7.4 Consultatie .nl-arbitrageregeling Tijdens het Domeinnaamdebat 2006 vond in drie rondes een evaluatie van de .nl-arbitrageregeling plaats. In deze paragraaf staan de vragen en een samenvatting van de geïnventariseerde meningen van belanghebbenden.
7.4.1 Toetsing uitgangspunten
Vraag 11. Tijdens het Domeinnaamdebat 2001 is een aantal uitgangspunten geformuleerd waaraan een Alternative Dispute Resolution (ADR)-regeling zou moeten voldoen: • snelheid; • transparantie (laagdrempelig, informeel en begrijpelijk); • zorgvuldigheid; • deskundigheid; • afdwingbaarheid; en • betaalbaarheid. Voldoet de huidige regeling aan deze uitgangspunten? Voorziet de arbitrageregeling in de behoefte van de lokale internetgemeenschap? Antwoord: De lokale internetgemeenschap is van mening dat de .nl-arbitrageregeling niet volledig aan de uitgangspunten voldoet. De regeling is niet laagdrempelig en, mede daardoor, duur.

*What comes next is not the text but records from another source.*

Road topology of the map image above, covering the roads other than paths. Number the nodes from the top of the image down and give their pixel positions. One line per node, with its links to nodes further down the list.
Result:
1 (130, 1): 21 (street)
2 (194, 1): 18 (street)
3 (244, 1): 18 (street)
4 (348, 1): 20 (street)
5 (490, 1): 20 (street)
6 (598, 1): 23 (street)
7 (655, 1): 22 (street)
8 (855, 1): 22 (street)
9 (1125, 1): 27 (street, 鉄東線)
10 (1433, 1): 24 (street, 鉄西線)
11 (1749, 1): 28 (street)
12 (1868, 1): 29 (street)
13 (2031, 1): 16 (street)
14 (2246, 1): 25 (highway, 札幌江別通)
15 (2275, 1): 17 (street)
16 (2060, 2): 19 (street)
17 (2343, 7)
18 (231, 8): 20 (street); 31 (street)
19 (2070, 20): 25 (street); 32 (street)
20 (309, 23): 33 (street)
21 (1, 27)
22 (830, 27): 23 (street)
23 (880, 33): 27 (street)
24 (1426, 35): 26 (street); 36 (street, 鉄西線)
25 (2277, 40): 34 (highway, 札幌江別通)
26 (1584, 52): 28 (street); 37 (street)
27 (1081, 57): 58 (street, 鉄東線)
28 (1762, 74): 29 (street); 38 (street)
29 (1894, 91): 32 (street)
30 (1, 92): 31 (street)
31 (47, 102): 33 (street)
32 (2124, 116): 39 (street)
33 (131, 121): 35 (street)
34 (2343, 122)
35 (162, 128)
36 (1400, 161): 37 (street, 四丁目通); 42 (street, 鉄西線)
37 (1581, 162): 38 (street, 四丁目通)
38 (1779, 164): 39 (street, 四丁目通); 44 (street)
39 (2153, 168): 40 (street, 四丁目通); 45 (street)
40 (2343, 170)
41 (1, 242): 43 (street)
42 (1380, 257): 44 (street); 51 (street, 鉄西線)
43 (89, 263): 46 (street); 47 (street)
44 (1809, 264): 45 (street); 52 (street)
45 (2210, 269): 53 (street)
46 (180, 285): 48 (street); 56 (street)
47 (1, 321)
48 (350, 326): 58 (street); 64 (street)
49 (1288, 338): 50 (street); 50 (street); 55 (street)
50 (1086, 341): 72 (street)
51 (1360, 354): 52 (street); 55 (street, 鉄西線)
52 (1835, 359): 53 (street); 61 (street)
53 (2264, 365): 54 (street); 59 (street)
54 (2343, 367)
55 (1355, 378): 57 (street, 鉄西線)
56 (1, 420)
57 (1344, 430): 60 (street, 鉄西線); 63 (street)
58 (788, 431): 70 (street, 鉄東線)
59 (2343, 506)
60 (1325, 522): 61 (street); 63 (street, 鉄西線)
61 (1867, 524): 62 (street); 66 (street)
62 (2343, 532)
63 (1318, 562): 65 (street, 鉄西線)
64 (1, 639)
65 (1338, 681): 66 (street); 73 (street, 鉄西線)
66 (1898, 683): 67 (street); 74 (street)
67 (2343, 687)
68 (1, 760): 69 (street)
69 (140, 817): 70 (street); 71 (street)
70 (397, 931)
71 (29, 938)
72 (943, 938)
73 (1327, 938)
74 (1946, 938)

Er is sinds 2003 in een negental zaken uitspraak gedaan onder de .nl-arbitrageregeling. Een belangrijke oorzaak van dit lage aantal is dat het aantal domeinnaamgeschillen sterk gedaald is sinds dit rechtsgebied in jurisprudentie is uitgekristalliseerd. De mogelijkheden om geld te verdienen aan domeinnaamkaping zijn sinds eind jaren negentig behoorlijk beperkt, waardoor er nu minder geschillen zijn. De advocaten die deelnamen aan het debat gaven aan dat veel geschillen niet tot een uitspraak leiden. Vaak zal iemand die een naam te kwader trouw heeft geregistreerd deze al overdragen na een brief van een advocaat of wanneer er beslag op een naam is gelegd. In sommige gevallen zal voor een fractie van het bedrag dat een procedure kost geschikt worden. 20 Zie ook ADR-statistieken van Nominet op http://www.nic.uk/intelligence/statistics/DRS/
41
Rapport Domeinnaamdebat 2006
Sinds 2003 hebben er wel meer dan 50 zaken voor de “gewone” rechter gediend, waarvan er 29 ook geschikt waren voor arbitrage. Tijdens het debat werd besproken wat de mogelijke oorzaken hiervan zijn. De participanten hebben geen aanmerkingen ten aanzien van de zorgvuldigheid en deskundigheid van het arbitrage-instituut. Maar dit is geen reden om de arbitrageregeling te verkiezen boven een civiele rechtszaak, nu ook de meeste “gewone” rechters domeinnaamkwesties prima kunnen beoordelen. De snelheid van de afhandeling van geschillen onder de arbitrageregeling doet niet onder voor die van een kort geding. Ten aanzien van de afdwingbaarheid van een arbitraal vonnis wordt nog opgemerkt dat een toegewezen schadevergoeding voor proceskosten en kosten van juridische bijstand lastig verhaald kan worden op de tegenpartij wanneer deze beperkte middelen heeft. Dit blijft echter in elke procedure een probleem. Ook komt uit het debat naar voren dat de regeling wellicht onvoldoende bekendheid geniet. SIDN-deelnemers gaven aan dat zij behoefte hebben aan eenvoudige voorlichtingsmaterialen waarmee zij hun klanten op de hoogte kunnen stellen van de arbitrageregeling. De voornaamste kritiek op de .nl-arbitrageregeling betreft de betaalbaarheid en de transparantie. Deze punten hangen sterk samen; de regeling en het onderliggende normenstelsel zijn juridisch complex. Er is kennis nodig van het merken- en handelsnaamrecht en de wettelijke regels rond arbitrage. Omdat partijen meestal onvoldoende kennis hebben om zelf hun zaak te bepleiten, huren ze juridische bijstand in. Ook al komen deze kosten (deels) in aanmerking voor vergoeding, zal dit potentiële klagers afschrikken. De totale kosten voor een eenvoudige procedure bedragen € 2.250,- voor de arbitrage en zo’n € 2.000 - € 5.000 voor de juridische ondersteuning.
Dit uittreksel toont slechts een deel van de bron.